Recently upgraded from a Sony 32" CRT to a 32" Samsung LCD. Picture is good, audio ok with some eq adjustments. My wife purchased a smaller cabinet for the tv and equipment that is more appropriate for our small home. 

Anyhow, what I would like to do is build an LCR speaker that can be placed on the new stand. I would try to match the box to look like it is part of, or at least blends on with the new stand. The box also need to be able to carry the weight of the tv on top of it.

When I first set up the new tv, I put it directly onto the new cabinet. Adjusted the eq as needed and it sounded ok. Over the weekend I reconfigured my setup and added my LCR speakers. The tv is now placed on the center speaker. Since the Samsung speakers are down firing, the sound has changed quite a bit now that I raised the tv.

So to my question. I'm thinking I could build a new speaker cabinet that would hold my LCR drivers in one box, or at least what looks like one box. Paint it to match the to cabinet and it should blend it well. I'm also thinking of building one box that has roughly the area of a shelf/ tv cabinet top, so then I can get the ok audio back from the Samsung tv. 

Exterior dimensions of the box, Max 26" Wide x 9" Deep x 4"high.

A couple of thoughts for drivers, etc would be to gut my CSW speakers and retro fit them into the new box, or just buy new drivers, etc. Would pref option one for cost reasons.

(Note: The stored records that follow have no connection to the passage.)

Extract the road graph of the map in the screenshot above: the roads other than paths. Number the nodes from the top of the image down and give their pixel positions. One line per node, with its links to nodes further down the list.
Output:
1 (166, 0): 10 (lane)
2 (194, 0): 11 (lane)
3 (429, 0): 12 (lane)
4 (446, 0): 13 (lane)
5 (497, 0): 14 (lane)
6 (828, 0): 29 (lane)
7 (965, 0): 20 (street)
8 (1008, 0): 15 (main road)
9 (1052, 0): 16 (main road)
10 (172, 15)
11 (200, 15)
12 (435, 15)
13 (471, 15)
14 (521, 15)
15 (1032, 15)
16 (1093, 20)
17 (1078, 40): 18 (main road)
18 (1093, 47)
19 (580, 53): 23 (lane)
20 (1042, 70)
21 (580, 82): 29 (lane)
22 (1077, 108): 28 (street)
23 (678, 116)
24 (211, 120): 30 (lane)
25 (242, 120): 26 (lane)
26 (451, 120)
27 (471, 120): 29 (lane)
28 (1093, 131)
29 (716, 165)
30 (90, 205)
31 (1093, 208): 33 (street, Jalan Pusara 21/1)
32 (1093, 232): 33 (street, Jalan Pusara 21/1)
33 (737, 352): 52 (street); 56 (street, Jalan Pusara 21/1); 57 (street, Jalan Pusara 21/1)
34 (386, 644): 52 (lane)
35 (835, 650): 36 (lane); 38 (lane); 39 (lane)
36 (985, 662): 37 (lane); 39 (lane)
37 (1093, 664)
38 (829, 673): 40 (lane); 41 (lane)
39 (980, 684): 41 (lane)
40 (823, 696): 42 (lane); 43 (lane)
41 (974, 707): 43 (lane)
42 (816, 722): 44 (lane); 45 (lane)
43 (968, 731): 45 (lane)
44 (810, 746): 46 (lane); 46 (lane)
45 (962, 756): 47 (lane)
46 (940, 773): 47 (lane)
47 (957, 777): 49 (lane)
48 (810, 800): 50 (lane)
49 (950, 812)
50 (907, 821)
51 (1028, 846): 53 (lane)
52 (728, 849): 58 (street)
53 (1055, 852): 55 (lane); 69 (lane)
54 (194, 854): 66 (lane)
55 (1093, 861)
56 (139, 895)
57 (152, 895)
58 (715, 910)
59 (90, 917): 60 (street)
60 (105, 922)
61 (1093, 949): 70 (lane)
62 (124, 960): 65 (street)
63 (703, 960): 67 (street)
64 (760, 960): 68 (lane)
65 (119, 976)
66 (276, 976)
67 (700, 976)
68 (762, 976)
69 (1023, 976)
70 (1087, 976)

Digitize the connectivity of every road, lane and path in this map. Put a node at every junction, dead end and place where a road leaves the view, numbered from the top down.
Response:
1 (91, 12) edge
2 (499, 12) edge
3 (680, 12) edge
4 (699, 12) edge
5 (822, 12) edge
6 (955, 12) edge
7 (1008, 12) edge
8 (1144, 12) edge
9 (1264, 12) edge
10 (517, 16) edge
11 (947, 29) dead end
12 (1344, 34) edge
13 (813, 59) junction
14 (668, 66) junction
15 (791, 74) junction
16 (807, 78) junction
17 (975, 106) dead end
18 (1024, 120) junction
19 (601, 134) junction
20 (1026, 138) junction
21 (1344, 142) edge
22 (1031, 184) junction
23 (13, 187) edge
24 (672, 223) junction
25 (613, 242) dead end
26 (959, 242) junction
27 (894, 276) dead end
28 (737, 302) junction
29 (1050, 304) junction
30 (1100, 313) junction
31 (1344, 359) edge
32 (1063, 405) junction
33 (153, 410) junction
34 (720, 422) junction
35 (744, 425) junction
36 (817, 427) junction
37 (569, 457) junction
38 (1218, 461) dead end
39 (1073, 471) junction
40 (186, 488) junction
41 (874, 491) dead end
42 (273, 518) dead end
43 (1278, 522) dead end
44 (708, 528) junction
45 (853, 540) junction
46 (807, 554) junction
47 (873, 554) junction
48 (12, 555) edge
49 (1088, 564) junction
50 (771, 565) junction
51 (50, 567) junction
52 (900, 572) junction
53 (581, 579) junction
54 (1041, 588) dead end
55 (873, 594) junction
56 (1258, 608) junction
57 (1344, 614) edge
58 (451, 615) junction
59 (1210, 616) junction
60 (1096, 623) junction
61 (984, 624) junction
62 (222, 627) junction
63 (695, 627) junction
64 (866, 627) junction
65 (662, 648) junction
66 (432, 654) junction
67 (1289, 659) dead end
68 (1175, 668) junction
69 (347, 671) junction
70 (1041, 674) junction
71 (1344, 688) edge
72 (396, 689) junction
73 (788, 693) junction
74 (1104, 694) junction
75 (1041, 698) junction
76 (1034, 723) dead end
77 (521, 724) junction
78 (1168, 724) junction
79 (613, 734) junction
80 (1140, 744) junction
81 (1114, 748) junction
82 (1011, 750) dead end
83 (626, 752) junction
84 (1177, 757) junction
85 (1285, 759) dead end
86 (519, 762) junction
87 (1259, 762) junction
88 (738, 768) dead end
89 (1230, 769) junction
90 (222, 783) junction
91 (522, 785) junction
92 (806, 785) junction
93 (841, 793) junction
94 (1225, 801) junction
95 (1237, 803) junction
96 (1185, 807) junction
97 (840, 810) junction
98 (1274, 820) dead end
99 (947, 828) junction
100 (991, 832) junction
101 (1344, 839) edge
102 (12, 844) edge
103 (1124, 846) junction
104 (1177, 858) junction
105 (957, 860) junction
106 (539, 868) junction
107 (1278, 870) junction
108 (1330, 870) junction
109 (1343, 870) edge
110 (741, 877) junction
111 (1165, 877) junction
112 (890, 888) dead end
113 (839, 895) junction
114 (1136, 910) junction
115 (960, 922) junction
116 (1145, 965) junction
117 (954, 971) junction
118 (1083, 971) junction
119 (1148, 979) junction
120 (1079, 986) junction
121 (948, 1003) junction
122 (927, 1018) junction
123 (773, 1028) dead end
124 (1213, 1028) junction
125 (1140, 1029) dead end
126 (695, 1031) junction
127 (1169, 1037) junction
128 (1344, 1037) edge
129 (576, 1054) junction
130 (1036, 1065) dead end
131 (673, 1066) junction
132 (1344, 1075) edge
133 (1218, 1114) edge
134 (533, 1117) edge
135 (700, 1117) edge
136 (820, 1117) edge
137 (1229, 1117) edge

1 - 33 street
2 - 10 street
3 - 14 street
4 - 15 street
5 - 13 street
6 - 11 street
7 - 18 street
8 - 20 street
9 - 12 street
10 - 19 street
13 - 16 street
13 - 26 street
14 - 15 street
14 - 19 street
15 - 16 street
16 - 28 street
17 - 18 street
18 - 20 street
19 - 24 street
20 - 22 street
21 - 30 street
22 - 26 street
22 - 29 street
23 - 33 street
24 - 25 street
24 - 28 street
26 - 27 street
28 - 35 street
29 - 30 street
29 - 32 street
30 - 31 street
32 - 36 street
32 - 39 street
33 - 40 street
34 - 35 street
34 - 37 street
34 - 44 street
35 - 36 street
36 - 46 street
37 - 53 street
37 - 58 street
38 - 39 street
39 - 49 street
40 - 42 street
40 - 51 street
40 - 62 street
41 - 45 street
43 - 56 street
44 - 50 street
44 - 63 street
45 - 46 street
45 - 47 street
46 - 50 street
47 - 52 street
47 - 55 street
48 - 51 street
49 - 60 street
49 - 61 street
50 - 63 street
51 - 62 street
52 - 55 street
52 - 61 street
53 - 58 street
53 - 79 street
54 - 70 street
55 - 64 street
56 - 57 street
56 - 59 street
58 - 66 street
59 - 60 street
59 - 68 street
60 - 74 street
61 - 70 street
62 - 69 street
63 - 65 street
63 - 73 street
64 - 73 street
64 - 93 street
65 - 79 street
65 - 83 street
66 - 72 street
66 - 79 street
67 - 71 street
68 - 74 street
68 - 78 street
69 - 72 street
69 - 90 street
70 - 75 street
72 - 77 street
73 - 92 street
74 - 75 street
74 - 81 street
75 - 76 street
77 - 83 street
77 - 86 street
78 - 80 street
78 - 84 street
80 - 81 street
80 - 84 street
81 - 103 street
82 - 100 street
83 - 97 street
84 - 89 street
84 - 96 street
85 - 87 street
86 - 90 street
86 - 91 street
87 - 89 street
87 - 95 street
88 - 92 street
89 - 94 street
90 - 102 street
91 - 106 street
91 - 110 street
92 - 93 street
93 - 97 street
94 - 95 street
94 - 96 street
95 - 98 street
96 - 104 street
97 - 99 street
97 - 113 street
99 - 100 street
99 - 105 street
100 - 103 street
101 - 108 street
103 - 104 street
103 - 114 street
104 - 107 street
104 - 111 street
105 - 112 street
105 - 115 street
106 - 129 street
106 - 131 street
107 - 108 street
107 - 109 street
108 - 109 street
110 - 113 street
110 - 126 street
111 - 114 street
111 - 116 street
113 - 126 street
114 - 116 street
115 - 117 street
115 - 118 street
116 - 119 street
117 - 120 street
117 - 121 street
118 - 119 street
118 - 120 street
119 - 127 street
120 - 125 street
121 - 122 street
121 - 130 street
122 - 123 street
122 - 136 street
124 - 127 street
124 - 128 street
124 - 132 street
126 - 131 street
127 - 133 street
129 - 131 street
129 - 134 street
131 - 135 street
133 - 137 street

As I'm reading about speaker design it looks more complicated than I thought. Ports/ no ports. Interior area volume, etc. I don't want to make this too complicated, but I do want it to sound good. Thanks for your help.

Tom


----------



## JCD (Apr 20, 2006)

There is a lot of flexibility to what you can do with DIY speakers, but you're hitting a hard one when you limit the height to only 4". Even your current speakers are closer to 5" -- and that's pretty short already. I think even if you were to increase the height to 5" you're still going to run into problems -- you won't be able to use the molded plastic that is being used with the CS speakers you've got, rather, you'd use MDF or baltic birch. The standard thickness used by most folks is .75" thick. Especially if you're going to be setting something with any kind of weight on it. So, of that 5" height, 1.5" is going to be eaten up by the materials before you even try to mount a driver in it. Also, speakers need a little bit of clearance as a general rule to sound best, so you don't want to cut the height to the absolute minimum.. 

If you want to cannabalize the speakers for a different enclosure, you need to be aware that the internal volume, driver layout and front baffle shape have been considered when the crossover was designed. Changing any of these variables is likely to have an adverse effect on the sound. I can't tell if they're ported or not either (I'm assuming they're not), but that could be another issue that would have to be addressed. 

So, What I think I'm trying to say is that I don't think a single enclosure is what would work best for you, esepcially one so small. Or would ripping apart your current speakers and putting them back together in a new enclosure.

If you want to keep the size as small as possible, I think you would be best be served by building/buying only a TV stand and putting the l/r speakers on stands (or wall mount) them and wall mount the center. 

If you want to go with some sort of DIY solution, you'll want to go with an already developed design. I'd look at the designs from:

zaph audio
Madisound
Zalytron
Parts Express
Home Theater Guide

One really small speaker that I can think of is this one. At 9", it's about as small for DIY as I've seen.

I know this isn't what you're looking for, but it's the best i can think of.


----------



## JCD (Apr 20, 2006)

Oh, and designing a speaker from scratch is not something to be taken lightly. If you want to do it right, there is a lot of work that you'd need to do before you even start. Not that it couldn't be fun -- I'm doing it and enjoy the process, but it's not something I'd recommend unless you're ready to invest in this as a long term hobby.


----------